If we want to be more than admirers of Jesus, more than members of his fan club, if we want to follow him, then we have to love so deeply, so fully, so recklessly that it will cause waves. We must become like Jesus. This will involve suffering – suffering with others and suffering for others. It will also involve death – the crosses we pick up are not the inconveniences of life, they are the deaths which the love of God leads us to. Deaths to self, deaths for others. Metaphorical deaths and physical deaths. To suffer and die is simply to follow Christ. It’s part of the package. It doesn’t mean it’s good, it simply means that that’s the reality of the world we live in. The Christian hope is for a day and time when death and suffering will be no more because the love of God will be all in all. The love of God overcomes suffering and death, not by avoiding them, but by exceeding them. In the words to his disciples today, Jesus says the Son of Man must undergo great suffering…be killed, and after three days rise again. Peter seems to have missed the “rise again” part, and so do we. Jesus can face the future before him, he can bear the costs of his mission because the God he loves and serves will not let suffering and death be the final word. So it is for us, the courage to love God and love others with the passion of Jesus doesn’t come from a belief that God will then protect us from the bad things, but from the trust that God will not abandon us to suffering and death.

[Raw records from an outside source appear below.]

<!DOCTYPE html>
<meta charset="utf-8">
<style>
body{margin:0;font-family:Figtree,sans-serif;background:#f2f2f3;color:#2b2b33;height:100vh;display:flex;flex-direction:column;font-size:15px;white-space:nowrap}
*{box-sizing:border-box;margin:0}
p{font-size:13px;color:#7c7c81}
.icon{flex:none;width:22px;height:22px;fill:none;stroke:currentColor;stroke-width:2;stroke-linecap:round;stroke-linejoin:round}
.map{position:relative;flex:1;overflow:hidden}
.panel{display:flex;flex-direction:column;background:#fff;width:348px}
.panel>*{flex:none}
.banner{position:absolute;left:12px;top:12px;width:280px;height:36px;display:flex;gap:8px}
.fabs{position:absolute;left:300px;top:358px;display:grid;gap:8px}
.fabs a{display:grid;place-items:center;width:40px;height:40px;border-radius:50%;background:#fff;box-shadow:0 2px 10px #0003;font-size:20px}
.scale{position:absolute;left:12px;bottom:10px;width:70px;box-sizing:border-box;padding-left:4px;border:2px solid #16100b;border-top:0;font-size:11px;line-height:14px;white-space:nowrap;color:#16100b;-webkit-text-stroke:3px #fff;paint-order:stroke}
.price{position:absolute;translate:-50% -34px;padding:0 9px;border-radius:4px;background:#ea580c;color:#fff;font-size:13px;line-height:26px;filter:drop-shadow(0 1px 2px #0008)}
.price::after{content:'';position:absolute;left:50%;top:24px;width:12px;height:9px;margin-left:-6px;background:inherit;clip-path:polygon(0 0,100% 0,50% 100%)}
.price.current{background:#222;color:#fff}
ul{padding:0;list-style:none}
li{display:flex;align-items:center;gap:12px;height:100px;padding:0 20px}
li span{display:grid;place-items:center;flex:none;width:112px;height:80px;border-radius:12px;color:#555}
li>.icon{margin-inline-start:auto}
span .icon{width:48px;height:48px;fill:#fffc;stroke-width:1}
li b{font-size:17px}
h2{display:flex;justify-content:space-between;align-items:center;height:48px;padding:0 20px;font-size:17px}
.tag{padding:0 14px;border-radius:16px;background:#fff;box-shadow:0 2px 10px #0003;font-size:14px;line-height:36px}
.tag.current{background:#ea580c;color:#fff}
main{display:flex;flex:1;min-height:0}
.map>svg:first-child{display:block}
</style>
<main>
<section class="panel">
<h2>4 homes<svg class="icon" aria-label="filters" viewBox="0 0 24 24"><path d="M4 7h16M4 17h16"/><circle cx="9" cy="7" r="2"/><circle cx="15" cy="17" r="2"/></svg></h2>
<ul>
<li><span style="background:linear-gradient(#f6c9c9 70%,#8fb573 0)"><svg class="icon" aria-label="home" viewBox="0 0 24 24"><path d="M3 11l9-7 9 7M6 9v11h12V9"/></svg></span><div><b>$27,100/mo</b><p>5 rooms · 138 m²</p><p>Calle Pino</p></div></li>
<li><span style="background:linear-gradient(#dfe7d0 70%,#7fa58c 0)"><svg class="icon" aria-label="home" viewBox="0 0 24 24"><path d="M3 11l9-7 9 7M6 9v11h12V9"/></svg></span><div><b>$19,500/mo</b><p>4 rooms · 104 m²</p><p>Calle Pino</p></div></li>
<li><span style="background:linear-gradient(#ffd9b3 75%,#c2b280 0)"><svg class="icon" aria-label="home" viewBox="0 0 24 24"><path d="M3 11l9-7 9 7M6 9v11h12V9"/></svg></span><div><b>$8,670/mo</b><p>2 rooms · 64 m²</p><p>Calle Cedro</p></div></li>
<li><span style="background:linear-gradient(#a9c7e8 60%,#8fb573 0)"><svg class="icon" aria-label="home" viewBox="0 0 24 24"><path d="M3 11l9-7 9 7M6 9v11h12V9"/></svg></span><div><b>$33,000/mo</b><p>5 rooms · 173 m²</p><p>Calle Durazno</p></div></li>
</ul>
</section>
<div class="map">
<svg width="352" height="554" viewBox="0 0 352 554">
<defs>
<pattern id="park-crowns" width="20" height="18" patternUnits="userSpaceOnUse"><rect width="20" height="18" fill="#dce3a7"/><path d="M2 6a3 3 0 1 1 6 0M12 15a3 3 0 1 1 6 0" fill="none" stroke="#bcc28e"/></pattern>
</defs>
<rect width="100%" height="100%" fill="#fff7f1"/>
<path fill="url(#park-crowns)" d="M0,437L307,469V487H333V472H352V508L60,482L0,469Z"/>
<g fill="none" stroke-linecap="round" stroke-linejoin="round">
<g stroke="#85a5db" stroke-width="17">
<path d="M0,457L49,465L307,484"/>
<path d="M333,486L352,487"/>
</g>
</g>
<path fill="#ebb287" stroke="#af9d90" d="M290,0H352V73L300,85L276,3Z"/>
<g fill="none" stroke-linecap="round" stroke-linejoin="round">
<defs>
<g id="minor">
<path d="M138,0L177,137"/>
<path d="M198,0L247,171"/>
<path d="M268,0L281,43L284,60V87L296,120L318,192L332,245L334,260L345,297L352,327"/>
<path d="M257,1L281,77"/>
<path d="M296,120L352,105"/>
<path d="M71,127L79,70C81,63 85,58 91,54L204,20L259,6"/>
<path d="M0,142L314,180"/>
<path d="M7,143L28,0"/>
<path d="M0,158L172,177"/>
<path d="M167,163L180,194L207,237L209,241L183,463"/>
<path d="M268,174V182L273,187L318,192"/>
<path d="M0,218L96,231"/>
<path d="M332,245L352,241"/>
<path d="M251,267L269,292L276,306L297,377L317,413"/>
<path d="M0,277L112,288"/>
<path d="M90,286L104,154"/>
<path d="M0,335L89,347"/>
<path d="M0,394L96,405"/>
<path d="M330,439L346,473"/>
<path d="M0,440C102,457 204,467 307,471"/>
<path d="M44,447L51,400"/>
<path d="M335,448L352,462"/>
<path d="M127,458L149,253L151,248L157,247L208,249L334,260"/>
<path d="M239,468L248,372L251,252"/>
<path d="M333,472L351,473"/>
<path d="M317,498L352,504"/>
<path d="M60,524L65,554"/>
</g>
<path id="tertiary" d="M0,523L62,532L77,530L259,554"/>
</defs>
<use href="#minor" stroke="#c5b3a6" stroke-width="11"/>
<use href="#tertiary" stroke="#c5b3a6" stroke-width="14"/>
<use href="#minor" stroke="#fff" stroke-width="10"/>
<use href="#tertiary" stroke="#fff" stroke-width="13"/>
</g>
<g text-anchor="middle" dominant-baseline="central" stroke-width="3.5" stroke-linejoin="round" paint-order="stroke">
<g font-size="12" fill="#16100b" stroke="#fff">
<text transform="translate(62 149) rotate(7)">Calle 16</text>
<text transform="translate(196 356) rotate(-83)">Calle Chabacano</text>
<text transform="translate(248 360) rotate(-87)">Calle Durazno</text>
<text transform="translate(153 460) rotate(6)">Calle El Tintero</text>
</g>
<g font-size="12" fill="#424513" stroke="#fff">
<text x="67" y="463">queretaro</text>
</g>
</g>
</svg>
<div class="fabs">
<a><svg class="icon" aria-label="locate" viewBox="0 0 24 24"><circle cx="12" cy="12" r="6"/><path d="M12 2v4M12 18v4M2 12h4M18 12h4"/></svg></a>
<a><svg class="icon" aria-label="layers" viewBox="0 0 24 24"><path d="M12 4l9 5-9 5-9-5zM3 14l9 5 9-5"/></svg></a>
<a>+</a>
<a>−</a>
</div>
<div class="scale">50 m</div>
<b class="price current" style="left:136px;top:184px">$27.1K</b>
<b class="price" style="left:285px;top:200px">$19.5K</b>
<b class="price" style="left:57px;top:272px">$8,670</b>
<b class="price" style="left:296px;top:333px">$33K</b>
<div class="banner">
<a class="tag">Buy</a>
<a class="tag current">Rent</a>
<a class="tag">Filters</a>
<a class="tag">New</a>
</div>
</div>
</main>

The world does not need more members of the Jesus fan club or more admirers of Jesus. The world needs more followers. The world needs more people who are so committed to the rule of God in the world, to the healing and wholeness which the love of God brings that they are willing to venture to the edges of society to bring that message, that they are willing to confront the powers of the world, willing to accept suffering and death for the sake of Jesus and his gospel. This path will cost us our lives, but better to lose our life for the sake of sharing the love of God than gain a world that is so afraid of love that it would kill it. Amen.